(Recorded data)
★ ★ ★ ★

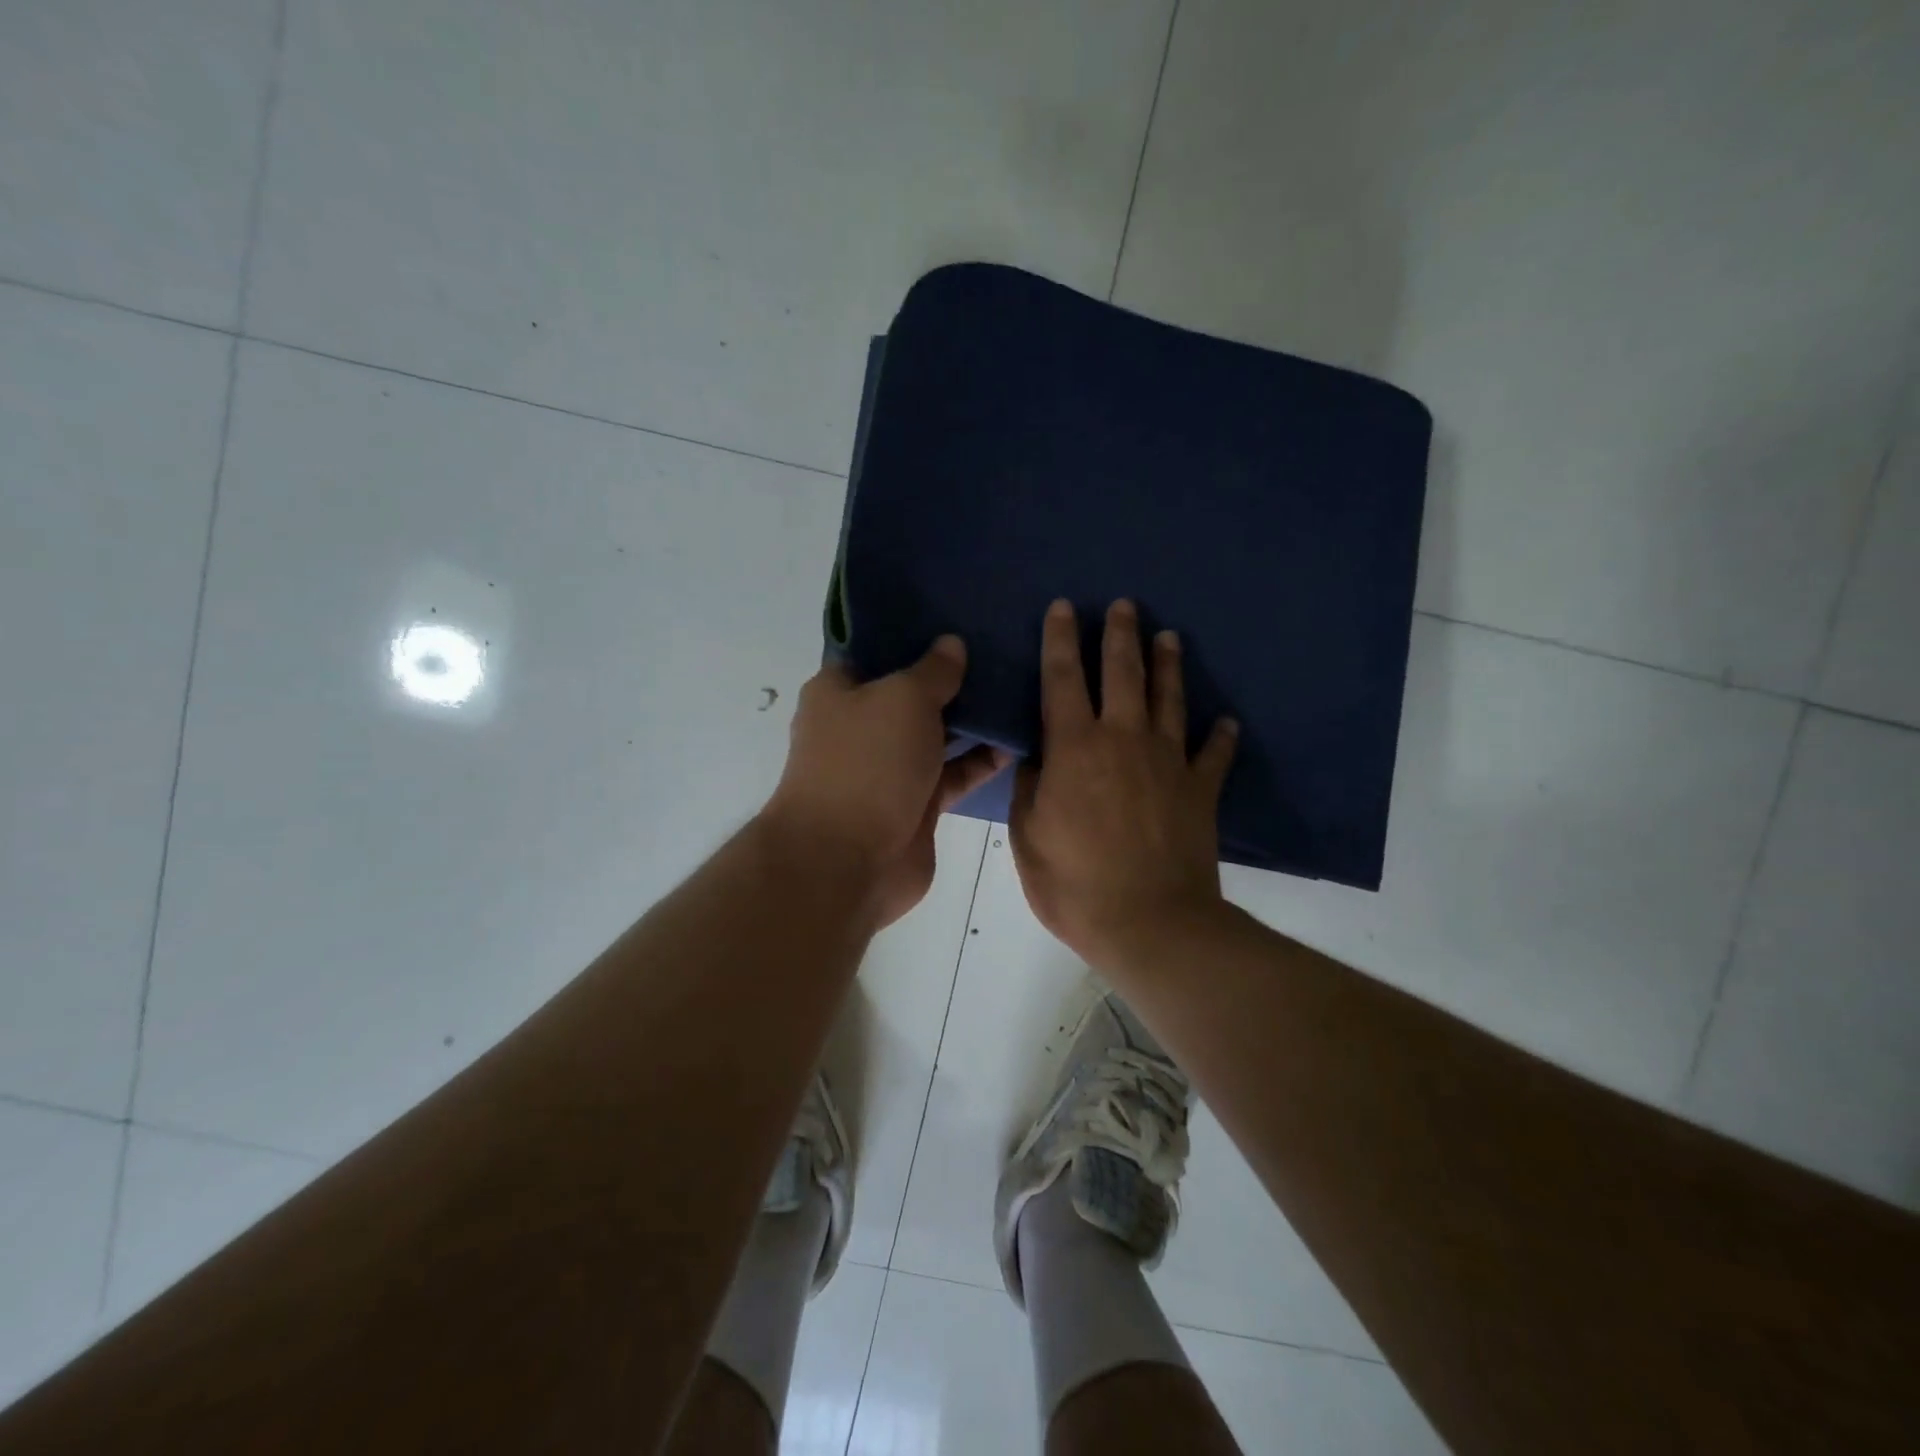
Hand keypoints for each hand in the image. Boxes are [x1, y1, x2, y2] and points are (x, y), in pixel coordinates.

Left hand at [765, 638, 1007, 928]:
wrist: (847, 863)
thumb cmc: (866, 764)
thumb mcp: (902, 698)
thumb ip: (933, 671)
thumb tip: (951, 645)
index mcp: (840, 690)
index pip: (877, 649)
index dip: (914, 632)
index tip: (957, 615)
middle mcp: (862, 725)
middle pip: (912, 691)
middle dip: (953, 675)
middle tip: (1002, 647)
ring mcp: (889, 767)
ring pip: (937, 733)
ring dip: (974, 718)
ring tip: (1020, 688)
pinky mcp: (916, 803)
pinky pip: (954, 773)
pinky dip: (981, 760)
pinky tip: (1018, 740)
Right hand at [1010, 599, 1237, 974]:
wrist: (1151, 923)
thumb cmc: (1075, 884)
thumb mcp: (1027, 838)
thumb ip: (1029, 789)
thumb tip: (1036, 759)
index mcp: (1074, 748)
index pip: (1062, 678)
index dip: (1060, 640)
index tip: (1064, 606)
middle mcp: (1123, 739)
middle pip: (1122, 673)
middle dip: (1120, 635)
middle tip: (1125, 605)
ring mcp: (1168, 761)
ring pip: (1169, 699)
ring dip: (1168, 665)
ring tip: (1170, 636)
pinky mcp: (1201, 790)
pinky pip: (1214, 754)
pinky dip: (1222, 736)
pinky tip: (1228, 721)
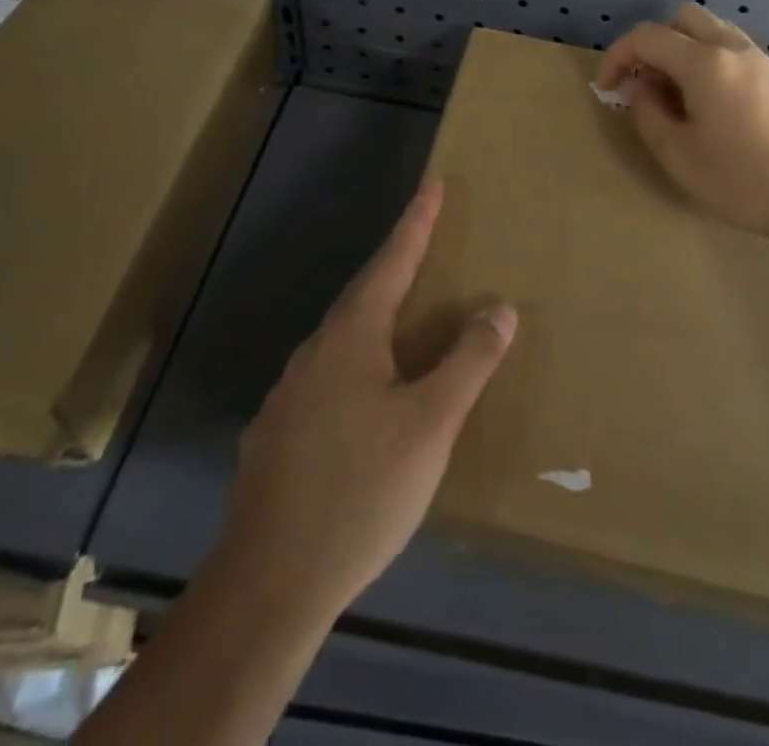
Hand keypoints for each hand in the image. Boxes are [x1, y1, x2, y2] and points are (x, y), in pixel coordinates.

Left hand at [219, 180, 516, 616]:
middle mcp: (314, 353)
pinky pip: (326, 380)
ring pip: (342, 341)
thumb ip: (468, 361)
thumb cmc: (361, 490)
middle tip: (424, 247)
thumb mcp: (431, 424)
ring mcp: (288, 395)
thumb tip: (500, 305)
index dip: (415, 223)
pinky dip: (357, 369)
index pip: (391, 262)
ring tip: (403, 324)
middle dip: (396, 267)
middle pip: (363, 296)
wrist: (269, 583)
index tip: (432, 186)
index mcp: (352, 337)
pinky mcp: (275, 435)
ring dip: (375, 320)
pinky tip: (365, 402)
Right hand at [595, 3, 768, 240]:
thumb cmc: (744, 180)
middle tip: (645, 84)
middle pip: (683, 19)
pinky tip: (712, 108)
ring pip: (712, 33)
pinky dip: (710, 64)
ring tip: (676, 98)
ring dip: (684, 52)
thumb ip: (648, 113)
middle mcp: (735, 49)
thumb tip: (642, 87)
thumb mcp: (679, 155)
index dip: (617, 56)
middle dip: (653, 44)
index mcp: (706, 62)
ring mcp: (763, 62)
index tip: (606, 88)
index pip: (647, 36)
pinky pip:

★ ★ ★ ★

Exercise prompt: Every line from the one with "pinky pip: (1214, 754)" through the end of the records is to be reproduced exactly, and the pictures are to be left out.

Problem solution:
pinky pip: (1214, 754)
pinky dip: (1222, 736)
pinky tip: (1228, 721)
Hand keypoints for each hand in the image. Boxes are [x1, y1, x2, y2] and points are (x, y), in pixel coordinates.

Left hand at [219, 180, 516, 616]:
middle mcp: (314, 353)
pinky pip: (326, 380)
ring pip: (342, 341)
thumb ip: (468, 361)
thumb cmc: (361, 490)
middle tip: (424, 247)
thumb mcp: (431, 424)
ring mcp: (288, 395)
thumb tip: (500, 305)
index dip: (415, 223)
pinky dip: (357, 369)
index pip: (391, 262)
ring tip: (403, 324)
middle dip: (396, 267)
middle pip: (363, 296)
wrist: (269, 583)
index tip: (432, 186)
index mcp: (352, 337)
pinky mcp: (275, 435)
ring dip: (375, 320)
pinky tip: (365, 402)
Right hand at [595, 3, 768, 240]:
thumb cmc: (744, 180)
middle tip: (645, 84)
middle pip: (683, 19)
pinky tip: (712, 108)
ring pip: (712, 33)
pinky dip: (710, 64)
ring tip: (676, 98)
ring dip: (684, 52)
thumb ip: (648, 113)
middle mcp: (735, 49)
thumb tip: (642, 87)
thumb mcp: (679, 155)
index dip: (617, 56)
middle dip: (653, 44)
index mcp: (706, 62)
ring mcp: (763, 62)
index tip: (606, 88)
index pip: (647, 36)
pinky pip:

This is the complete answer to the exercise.